El Tri juvenil encaró la eliminatoria hacia el Mundial de Arabia Saudita 89. Viajó el equipo a Guatemala y enfrentó al anfitrión y a Guyana. Se ganaron los partidos con 16 goles a favor por uno en contra. Era uno de los objetivos que se había trazado el presidente de la Femexfut Rafael del Castillo; “todos estaban conscientes de lo que sucedía. A lo mejor Del Castillo no fue el ejecutor, pero en una

reunión antes del viaje a Centroamérica, explotó diciendo que le hicieran como quisieran, pero se tenía que calificar”, recuerda el periodista Miguel Ángel Ramírez, que investigó el caso.

De esa forma, el técnico Francisco Avilán, y el asesor y representante en el viaje, Gerardo Gallegos, decidieron hacer el papeleo falso. “Recuerdo que nos metieron en un gran salón del hotel”, menciona José Antonio Noriega, uno de los tres jugadores de los 18 de esa selección que daba la edad reglamentaria. “Les dijeron que debían aprender bien sus fechas de nacimiento y lugar, porque casi todos los que pusieron en las actas eran poblados remotos. La FIFA mandó a inspectores que cuestionaban a uno por uno sobre sus datos.”

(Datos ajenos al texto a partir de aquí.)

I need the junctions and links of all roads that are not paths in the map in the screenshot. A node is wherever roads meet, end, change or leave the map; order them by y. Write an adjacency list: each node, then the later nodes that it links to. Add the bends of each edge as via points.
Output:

Gerardo Jiménez fue el autor del gol con el que México venció a Guatemala y se clasificó a Arabia Saudita. Su acta estaba alterada por dos años, lo mismo que la de José de la Fuente; la de José Luis Mata estaba cambiada por cuatro años y la de Aurelio Rivera por cinco. Estos hombres fueron a los que la prensa les descubrió el engaño, aunque otros, como Sergio Almaguer, actual técnico de la Sub 20, asegura Rivera que era también cachirul. El término les taladra el oído. “Nunca me sobrepuse a esa palabra. Es algo que te estigmatiza para siempre, nos cambió la vida, porque la gente piensa que eres un tramposo para todo. Hasta para comprar en la tienda te miraban feo. La Federación nos partió la vida en dos”, dice Gerardo Jiménez, quien tuvo una modesta carrera en el futbol.

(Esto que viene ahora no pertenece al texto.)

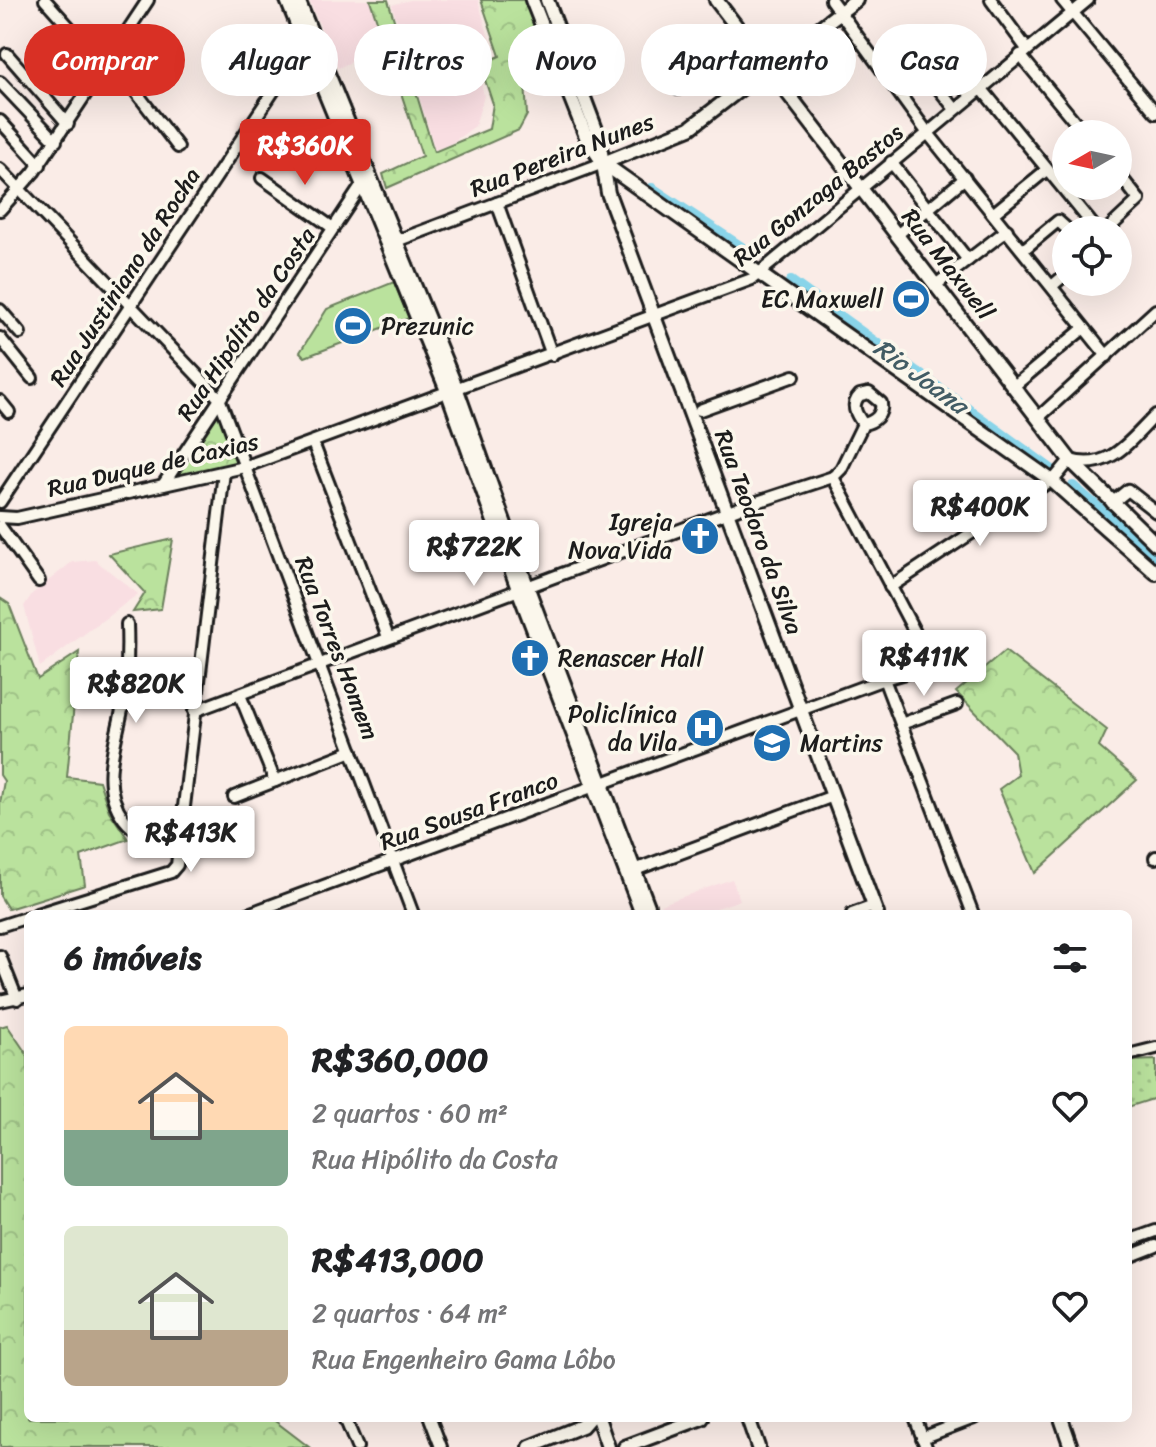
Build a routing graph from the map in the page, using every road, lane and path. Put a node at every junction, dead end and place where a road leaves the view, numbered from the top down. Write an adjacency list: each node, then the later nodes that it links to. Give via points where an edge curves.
1 (45, 0): 15 (street)
2 (148, 0): 16 (street)
3 (287, 0): 17 (main road)
4 (298, 0): 18 (main road)
5 (532, 0): 44 (main road, via 587,139)
6 (547, 0): 44 (main road, Rua Teodoro da Silva, via 598,135)
7 (716, 0): 19 (main road, Rua Maxwell)
8 (831, 0): 13 (street)
9 (856, 0): 13 (main road, Rua Pereira Nunes)
10 (991, 0): 21 (street)
11 (1062, 0): 14 (street)
12 (1088, 0): 14 (street, Rua Gonzaga Bastos)
13 (840, 13): 20 (main road, Rua Pereira Nunes); 40 (street)
14 (1072, 13): 21 (street, Rua Gonzaga Bastos); 36 (street)
15 (69, 24)
16 (133, 24)
17 (300, 24)
18 (305, 24)
19 (734, 24)
20 (825, 24)
21 (1023, 52): 24 (street, Rua Gonzaga Bastos); 37 (street)
22 (7, 54): 39 (street)
23 (0, 82): 41 (street)
24 (987, 83)
25 (987, 95): 58 (street)
26 (86, 96): 39 (street)
27 (136, 96): 42 (street)
28 (275, 96): 71 (street, Rua Justiniano da Rocha)
29 (330, 96): 50 (main road)
30 (332, 96): 64 (main road)
31 (731, 96): 44 (main road, Rua Pereira Nunes, via 690,128)
32 (789, 96): 51 (main road, Rua Maxwell)
33 (945, 96): 35 (street)
34 (971, 96): 35 (street, Rua Gonzaga Bastos)
35 (955, 109): 40 (street, Rua Gonzaga Bastos)
36 (1156, 113)
37 (1074, 120)
38 (0, 121): 45 (street)
39 (68, 124): 41 (street)
40 (927, 132): 43 (street, Rua Gonzaga Bastos); 49 (street)
41 (56, 141): 45 (street)
42 (178, 147)
43 (891, 162): 51 (street, Rua Gonzaga Bastos); 55 (street)
44 (603, 163): 54 (street, Rua Pereira Nunes); 67 (main road); 74 (main road, Rua Teodoro da Silva, via 608,193)
45 (40, 165): 52 (street)
46 (0, 169): 52 (street)
47 (1044, 172): 57 (street)
48 (262, 178): 61 (street)
49 (965, 178): 55 (street); 57 (street)
50 (362, 185): 61 (street, Rua Hipólito da Costa); 64 (main road)
51 (861, 188): 63 (main road, Rua Maxwell); 67 (street, Rua Gonzaga Bastos)
52 (20, 189): 56 (street); 71 (street)
53 (1132, 191): 59 (street, via 1139,200)
54 (497, 203): 64 (street, Rua Pereira Nunes); 78 (street)
55 (928, 209): 63 (street); 66 (street)
56 (0, 210)
57 (994, 213): 62 (street)
58 (1086, 216)
59 (1122, 216)
60 (1052, 226): 65 (street)
61 (333, 228): 84 (street, Rua Hipólito da Costa)
62 (1007, 230): 65 (street); 66 (street)
63 (897, 235): 68 (main road, Rua Maxwell)
64 (392, 243): 83 (main road)
65 (1023, 250): 69 (street)
66 (968, 260): 68 (street)
67 (761, 274): 74 (street, Rua Gonzaga Bastos); 96 (main road)
68 (937, 284): 82 (main road, Rua Maxwell)
69 (1052, 286)
70 (1060, 296): 75 (street)
71 (129, 306): 84 (street); 98 (street, Rua Justiniano da Rocha)
72 (0, 310): 76 (street)
73 (1156, 310): 79 (street)
74 (656, 316): 78 (street, Rua Gonzaga Bastos); 101 (main road, Rua Teodoro da Silva)
75 (1084, 328): 79 (street); 82 (street)
76 (20, 333)
77 (0, 338): 81 (street)
78 (552, 355): 83 (street, Rua Gonzaga Bastos)
79 (1107, 356): 89 (street)
80 (794, 376): 86 (street)
81 (32, 378)
82 (1014, 386): 89 (main road, Rua Maxwell)
83 (453, 392): 91 (street, Rua Duque de Caxias); 108 (main road)
84 (219, 398): 93 (street, Rua Torres Homem); 97 (street, Rua Hipólito da Costa)
85 (0, 401): 87 (street)
86 (700, 410)
87 (9, 412)
88 (1156, 415): 92 (street, via 1108,459 1093,464)
89 (1039, 417): 92 (main road, Rua Maxwell)
90 (863, 424): 95 (street)
91 (313, 443): 93 (street, Rua Duque de Caxias); 110 (street)
92 (1070, 460): 96 (street); 99 (main road, Rua Maxwell)
93 (244, 467): 94 (street, Rua Duque de Caxias); 111 (street, Rua Torres Homem)
94 (224, 472): 97 (street, Rua Duque de Caxias); 115 (street)
95 (833, 477): 101 (street); 107 (street)
96 (1051, 480): 105 (main road); 107 (street)
97 (163, 485): 102 (street, Rua Duque de Caxias, via 17,518)
98 (0, 502)
99 (1112, 503): 100 (street, via 1128,490); 104 (main road, Rua Maxwell)
100 (1156, 512)
101 (728, 513): 108 (street); 116 (main road, Rua Teodoro da Silva)
102 (0, 517)
103 (0, 526): 106 (street)
104 (1156, 544)
105 (1156, 573)
106 (39, 581)
107 (890, 587): 112 (street, Rua Sousa Franco, via 929,664)
108 (523, 588): 110 (street); 120 (main road)
109 (127, 624): 123 (street, via 123,702 110,789 125,821)
110 (388, 637): 111 (street)
111 (319, 664): 113 (street); 118 (street, Rua Torres Homem)
112 (884, 679): 116 (street, Rua Sousa Franco); 117 (street)
113 (240, 695): 115 (street); 119 (street)
114 (957, 704): 117 (street)
115 (194, 711): 123 (street)
116 (801, 711): 120 (street, Rua Sousa Franco); 121 (main road, Rua Teodoro da Silva)
117 (901, 724): 131 (street)
118 (352, 751): 119 (street); 124 (street, Rua Torres Homem)
119 (275, 781): 122 (street)
120 (599, 785): 124 (street, Rua Sousa Franco); 125 (main road)
121 (833, 796): 125 (street); 130 (main road, Rua Teodoro da Silva)
122 (234, 797)
123 (177, 852): 126 (street, via 171,872)
124 (393, 860): 127 (street, Rua Sousa Franco); 128 (street, Rua Torres Homem)
125 (633, 876): 129 (main road)
126 (50, 910)
127 (259, 910)
128 (412, 910)
129 (641, 910)
130 (876, 910)
131 (971, 910)
132 (24, 918): 133 (street)
133 (0, 926)
134 (0, 956): 135 (street)
135 (23, 997): 136 (street)
136 (0, 1001)
137 (1156, 1048): 138 (street)
138 (1132, 1054)
139 (1156, 1231): 140 (street)
140 (1132, 1240)
141 (1156, 1246): 142 (street)
142 (1132, 1255)
143 (347, 1422): 153 (street)
144 (432, 1422): 154 (street)
145 (586, 1422): 155 (main road)
146 (599, 1422): 156 (main road)
147 (691, 1422): 157 (main road)
148 (749, 1422): 158 (main road)
149 (916, 1422): 152 (street)
150 (966, 1422): 152 (street)
151 (1062, 1422): 159 (main road)
152 (924, 1442)
153 (357, 1447)
154 (441, 1447)
155 (530, 1447)
156 (608, 1447)
157 (625, 1447)
158 (758, 1447)
159 (1071, 1447)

Aurelio Rivera asegura que sigue viviendo las consecuencias del caso. “Ni siquiera con los años agarras trabajo. Sufrimos mucho por algo en lo que no tuvimos que ver, sólo nos dijeron que teníamos que jugar; a mí Avilán me llevó como capitán. ¿Cómo decirle que no, cuando lo que quieres es jugar?. Antes habíamos tenido una gira por Italia; a Mata y a mí nos quisieron llevar a la Fiorentina, y mira cómo acabó todo. Para mí es peor lo de los cachirules que los dos años que pasé en la cárcel, porque cuando atropellé a los ciclistas fue mi culpa y pagué mi castigo, pero en esto yo no hice nada”.

Interviene la prensa

La prensa deportiva se topó con un regalo cuando, basados en un anuario de la Femexfut, el diario Ovaciones publicó que el equipo rebasaba el límite de edad. Sin embargo, al no firmar la nota, Rafael del Castillo contraatacó diciendo que eran sólo calumnias.

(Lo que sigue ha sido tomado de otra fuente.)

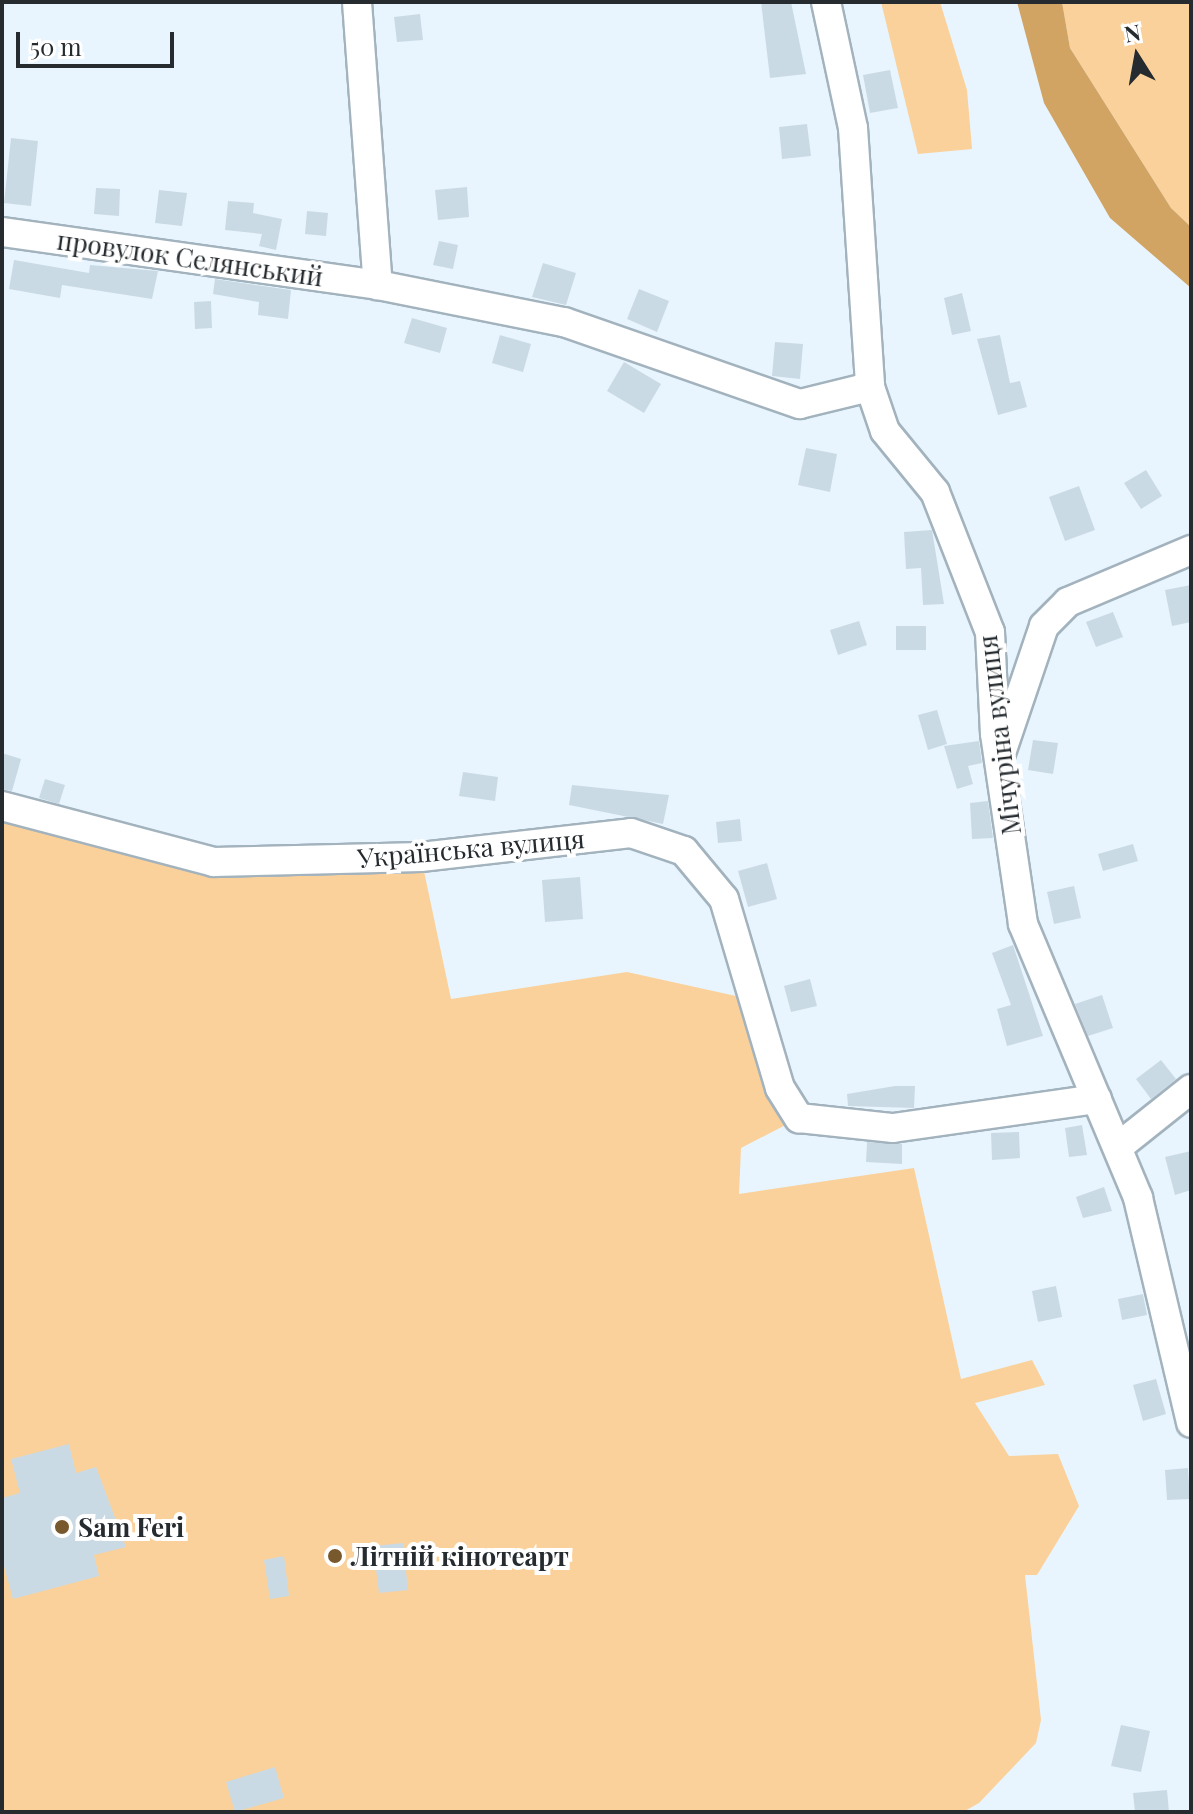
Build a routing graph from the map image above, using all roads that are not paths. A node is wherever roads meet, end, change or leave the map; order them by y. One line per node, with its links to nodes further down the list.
1 (357, 2): 4 (street)
2 (826, 2): 5 (street, Мічуріна вулиця)
3 (2, 232): 4 (street, провулок Селянський)
4 (378, 285): 5 (street, провулок Селянський)
5 (870, 387): 7 (street, Мічуріна вулиця)
6 (1191, 550): 7 (street)
7 (999, 760): 10 (street, Мічуріна вулиця)
8 (2, 806): 10 (street, Українська вулиця)
9 (1191, 1089): 11 (street)
10 (1097, 1099): 11 (street, Мічуріна вулиця)
11 (1118, 1147): 12 (street, Мічуріна вулиця)
12 (1191, 1423)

“Todo fue obra de un chaparrito (el comunicador José Ramón Fernández), que estoy seguro donó las actas a la Federación de Guatemala para que se quejaran con la Concacaf cuando ni yo ni el vicepresidente, que era Rafel Lebrija, conocíamos quiénes eran los muchachos implicados. Yo me basaba en el pasaporte y resultó que hicieron actas falsas, en mucho de eso tuvo que ver el entrenador Avilán.”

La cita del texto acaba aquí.